▸ Saved data entries:

◆ ◆ ◆ ◆ ◆ ◆ ◆

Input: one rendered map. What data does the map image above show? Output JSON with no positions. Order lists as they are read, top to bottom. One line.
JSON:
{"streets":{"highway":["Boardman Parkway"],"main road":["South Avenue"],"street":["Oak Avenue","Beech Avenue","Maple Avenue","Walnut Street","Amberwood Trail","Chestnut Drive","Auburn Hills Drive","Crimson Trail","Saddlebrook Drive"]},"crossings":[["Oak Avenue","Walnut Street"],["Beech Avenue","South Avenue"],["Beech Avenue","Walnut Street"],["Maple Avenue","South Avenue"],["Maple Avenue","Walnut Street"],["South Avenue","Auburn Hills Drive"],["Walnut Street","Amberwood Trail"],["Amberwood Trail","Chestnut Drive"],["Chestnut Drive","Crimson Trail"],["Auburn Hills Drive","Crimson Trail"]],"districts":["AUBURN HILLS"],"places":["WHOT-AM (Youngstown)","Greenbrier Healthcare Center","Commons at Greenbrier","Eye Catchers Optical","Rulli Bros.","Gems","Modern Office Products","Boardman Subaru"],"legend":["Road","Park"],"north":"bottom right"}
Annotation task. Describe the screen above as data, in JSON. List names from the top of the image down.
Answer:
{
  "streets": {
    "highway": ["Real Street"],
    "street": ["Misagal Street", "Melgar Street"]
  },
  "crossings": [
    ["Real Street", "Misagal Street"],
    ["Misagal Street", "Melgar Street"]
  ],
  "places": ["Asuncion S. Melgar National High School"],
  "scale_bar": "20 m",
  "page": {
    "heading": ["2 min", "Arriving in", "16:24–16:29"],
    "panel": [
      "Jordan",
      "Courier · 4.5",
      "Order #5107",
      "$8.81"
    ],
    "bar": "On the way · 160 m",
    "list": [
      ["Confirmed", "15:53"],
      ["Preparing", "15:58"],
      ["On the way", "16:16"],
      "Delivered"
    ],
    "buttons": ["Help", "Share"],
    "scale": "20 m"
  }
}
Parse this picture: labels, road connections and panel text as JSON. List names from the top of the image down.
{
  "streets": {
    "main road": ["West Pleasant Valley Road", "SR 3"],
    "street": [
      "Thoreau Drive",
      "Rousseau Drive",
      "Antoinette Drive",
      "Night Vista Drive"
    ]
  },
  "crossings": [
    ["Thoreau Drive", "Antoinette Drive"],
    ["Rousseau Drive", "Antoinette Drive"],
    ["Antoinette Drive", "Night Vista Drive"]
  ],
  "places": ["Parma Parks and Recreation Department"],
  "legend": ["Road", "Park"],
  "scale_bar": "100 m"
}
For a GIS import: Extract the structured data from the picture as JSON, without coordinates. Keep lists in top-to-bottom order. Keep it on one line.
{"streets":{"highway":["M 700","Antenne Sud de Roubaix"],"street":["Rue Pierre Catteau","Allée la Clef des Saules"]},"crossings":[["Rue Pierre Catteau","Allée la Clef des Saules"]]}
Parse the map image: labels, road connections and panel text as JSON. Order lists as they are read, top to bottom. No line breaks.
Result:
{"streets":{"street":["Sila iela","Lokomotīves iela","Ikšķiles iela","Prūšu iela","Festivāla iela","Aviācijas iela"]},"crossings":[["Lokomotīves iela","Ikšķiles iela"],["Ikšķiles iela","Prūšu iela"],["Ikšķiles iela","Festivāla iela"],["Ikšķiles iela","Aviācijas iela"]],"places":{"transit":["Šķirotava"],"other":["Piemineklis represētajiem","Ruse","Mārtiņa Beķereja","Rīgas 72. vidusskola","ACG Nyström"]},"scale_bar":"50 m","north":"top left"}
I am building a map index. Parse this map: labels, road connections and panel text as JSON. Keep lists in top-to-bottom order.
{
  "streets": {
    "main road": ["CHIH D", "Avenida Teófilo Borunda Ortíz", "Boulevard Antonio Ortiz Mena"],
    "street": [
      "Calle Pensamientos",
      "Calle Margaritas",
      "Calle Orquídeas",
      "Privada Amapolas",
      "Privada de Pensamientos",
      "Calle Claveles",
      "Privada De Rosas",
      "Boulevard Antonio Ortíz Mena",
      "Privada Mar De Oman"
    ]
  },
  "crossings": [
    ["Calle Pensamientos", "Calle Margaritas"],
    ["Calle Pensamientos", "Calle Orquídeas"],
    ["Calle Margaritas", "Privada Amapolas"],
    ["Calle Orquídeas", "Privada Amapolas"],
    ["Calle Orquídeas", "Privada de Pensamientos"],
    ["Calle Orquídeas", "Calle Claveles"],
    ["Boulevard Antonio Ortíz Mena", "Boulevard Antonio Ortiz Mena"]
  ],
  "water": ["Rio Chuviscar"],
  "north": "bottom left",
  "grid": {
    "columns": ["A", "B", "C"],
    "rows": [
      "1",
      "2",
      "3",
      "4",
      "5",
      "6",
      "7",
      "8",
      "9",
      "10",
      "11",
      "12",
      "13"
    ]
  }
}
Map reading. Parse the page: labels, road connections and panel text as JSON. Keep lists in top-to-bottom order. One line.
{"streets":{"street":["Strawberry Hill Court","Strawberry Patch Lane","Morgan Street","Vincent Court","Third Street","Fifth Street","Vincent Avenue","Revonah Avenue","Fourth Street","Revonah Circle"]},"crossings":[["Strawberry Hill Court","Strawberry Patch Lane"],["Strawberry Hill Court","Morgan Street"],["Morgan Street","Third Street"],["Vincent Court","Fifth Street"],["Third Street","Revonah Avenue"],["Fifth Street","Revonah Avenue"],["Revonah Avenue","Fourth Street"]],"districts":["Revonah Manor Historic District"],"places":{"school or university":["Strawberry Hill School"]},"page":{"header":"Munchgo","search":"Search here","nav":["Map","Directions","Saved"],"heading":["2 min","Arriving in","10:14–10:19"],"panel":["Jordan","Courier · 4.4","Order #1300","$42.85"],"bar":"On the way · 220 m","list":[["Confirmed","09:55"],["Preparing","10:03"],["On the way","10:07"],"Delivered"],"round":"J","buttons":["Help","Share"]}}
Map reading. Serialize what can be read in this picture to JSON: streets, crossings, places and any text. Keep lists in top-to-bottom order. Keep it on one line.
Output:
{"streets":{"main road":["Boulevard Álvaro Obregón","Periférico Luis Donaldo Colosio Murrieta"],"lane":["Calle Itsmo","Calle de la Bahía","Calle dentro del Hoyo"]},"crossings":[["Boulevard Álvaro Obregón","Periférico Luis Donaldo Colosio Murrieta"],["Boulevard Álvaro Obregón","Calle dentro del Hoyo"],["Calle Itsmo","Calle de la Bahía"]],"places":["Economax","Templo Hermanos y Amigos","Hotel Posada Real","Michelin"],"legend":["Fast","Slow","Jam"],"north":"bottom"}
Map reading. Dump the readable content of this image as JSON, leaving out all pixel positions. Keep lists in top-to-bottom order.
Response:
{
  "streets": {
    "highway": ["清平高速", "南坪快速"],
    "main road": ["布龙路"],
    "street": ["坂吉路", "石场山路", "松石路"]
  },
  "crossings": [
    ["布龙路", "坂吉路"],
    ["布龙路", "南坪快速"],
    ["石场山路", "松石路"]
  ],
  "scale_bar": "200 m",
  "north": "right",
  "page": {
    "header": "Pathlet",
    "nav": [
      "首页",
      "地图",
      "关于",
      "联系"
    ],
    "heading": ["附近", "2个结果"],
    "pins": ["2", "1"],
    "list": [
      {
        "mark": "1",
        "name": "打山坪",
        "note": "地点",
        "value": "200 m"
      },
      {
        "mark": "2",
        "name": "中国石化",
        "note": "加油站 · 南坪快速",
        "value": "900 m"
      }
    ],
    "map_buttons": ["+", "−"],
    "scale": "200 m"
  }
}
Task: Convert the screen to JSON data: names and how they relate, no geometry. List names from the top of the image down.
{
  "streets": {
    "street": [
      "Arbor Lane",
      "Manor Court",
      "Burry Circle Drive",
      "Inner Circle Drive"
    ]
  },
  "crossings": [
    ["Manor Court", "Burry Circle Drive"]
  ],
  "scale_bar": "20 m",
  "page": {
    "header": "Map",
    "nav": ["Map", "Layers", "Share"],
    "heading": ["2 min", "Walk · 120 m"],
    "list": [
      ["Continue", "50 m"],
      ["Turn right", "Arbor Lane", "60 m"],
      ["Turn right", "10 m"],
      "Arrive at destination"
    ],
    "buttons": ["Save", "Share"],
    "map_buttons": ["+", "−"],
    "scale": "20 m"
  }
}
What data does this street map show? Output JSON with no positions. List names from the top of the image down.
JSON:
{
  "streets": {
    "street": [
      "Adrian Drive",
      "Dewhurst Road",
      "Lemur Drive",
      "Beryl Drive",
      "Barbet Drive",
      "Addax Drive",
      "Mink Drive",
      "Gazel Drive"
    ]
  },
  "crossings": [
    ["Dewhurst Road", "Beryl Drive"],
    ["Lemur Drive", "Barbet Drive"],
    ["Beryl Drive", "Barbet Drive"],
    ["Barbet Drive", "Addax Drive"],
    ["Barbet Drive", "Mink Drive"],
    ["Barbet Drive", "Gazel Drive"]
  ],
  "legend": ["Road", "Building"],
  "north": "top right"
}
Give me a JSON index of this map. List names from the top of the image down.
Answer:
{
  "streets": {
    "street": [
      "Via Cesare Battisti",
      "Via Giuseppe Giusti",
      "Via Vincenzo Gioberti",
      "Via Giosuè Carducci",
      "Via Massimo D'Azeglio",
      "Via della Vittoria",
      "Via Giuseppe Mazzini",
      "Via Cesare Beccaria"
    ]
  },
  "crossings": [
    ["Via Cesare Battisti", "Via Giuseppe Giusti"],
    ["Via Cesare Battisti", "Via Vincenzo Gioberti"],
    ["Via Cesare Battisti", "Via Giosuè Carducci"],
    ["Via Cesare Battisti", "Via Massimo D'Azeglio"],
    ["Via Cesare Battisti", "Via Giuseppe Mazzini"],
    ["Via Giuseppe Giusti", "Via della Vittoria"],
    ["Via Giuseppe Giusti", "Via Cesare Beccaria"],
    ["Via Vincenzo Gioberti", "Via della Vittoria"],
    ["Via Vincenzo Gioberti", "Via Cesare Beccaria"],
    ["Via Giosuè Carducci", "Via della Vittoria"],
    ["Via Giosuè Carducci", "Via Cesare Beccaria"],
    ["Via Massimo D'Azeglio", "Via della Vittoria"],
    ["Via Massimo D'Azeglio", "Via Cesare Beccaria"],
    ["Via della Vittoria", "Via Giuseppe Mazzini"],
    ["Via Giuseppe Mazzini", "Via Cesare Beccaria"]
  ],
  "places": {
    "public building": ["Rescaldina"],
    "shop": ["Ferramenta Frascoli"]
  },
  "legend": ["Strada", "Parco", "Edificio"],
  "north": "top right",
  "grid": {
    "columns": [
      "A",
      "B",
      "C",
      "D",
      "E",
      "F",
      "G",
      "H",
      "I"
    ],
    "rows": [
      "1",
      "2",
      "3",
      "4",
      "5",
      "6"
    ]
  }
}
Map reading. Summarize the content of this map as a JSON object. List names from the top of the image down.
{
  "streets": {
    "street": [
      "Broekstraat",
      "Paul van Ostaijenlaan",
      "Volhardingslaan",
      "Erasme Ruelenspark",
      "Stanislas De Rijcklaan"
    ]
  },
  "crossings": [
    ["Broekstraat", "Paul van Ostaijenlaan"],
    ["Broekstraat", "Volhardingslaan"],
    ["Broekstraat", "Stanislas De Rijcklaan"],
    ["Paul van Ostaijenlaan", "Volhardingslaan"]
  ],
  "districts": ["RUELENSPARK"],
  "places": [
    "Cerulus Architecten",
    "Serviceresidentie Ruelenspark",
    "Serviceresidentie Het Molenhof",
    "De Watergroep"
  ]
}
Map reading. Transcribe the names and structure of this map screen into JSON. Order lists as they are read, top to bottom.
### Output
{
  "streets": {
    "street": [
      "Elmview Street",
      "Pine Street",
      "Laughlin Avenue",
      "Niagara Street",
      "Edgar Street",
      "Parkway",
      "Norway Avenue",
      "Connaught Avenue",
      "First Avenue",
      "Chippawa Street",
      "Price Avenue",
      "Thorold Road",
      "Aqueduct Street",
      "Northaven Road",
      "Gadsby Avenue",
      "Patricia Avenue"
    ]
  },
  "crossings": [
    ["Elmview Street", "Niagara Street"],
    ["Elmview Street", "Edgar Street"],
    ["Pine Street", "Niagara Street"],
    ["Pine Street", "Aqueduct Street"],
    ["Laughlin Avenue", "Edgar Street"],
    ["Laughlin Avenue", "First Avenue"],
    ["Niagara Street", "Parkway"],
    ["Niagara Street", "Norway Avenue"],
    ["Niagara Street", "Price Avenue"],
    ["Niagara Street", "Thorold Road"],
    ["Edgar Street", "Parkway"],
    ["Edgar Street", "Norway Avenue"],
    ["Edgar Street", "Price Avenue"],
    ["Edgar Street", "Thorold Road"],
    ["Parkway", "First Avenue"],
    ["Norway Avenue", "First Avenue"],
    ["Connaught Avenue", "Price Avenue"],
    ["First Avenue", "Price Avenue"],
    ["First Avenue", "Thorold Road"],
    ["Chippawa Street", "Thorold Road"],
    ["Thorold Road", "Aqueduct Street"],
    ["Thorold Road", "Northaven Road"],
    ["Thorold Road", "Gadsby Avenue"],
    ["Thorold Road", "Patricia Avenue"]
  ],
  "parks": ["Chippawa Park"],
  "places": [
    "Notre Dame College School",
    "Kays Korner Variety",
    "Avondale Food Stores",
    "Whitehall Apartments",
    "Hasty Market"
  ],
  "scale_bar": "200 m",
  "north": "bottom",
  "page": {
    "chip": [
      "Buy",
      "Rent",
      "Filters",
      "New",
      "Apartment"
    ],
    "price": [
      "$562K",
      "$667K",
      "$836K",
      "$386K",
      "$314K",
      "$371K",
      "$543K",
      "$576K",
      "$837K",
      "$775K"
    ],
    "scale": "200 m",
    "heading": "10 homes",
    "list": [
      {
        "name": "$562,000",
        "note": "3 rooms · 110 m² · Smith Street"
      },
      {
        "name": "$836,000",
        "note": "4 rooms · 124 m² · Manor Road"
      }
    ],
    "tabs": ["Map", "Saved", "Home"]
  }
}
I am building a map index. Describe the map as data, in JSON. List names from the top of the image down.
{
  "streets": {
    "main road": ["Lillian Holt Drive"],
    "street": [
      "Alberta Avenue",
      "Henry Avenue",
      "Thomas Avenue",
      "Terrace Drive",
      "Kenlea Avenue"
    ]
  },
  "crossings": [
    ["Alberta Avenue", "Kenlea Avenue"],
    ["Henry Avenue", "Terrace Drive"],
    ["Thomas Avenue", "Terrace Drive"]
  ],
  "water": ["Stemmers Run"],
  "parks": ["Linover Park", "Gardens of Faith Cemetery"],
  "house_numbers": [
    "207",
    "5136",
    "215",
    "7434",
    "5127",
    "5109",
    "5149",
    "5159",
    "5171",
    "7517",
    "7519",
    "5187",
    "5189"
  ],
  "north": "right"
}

◆ ◆ ◆ ◆ ◆ ◆ ◆

▸ EXERCISE DESCRIPTION: Starting from the records above, filter out all lines except those containing the word "rooms".

▸ RESPONSE BOX:
        "note": "3 rooms · 110 m² · Smith Street"
        "note": "4 rooms · 124 m² · Manor Road"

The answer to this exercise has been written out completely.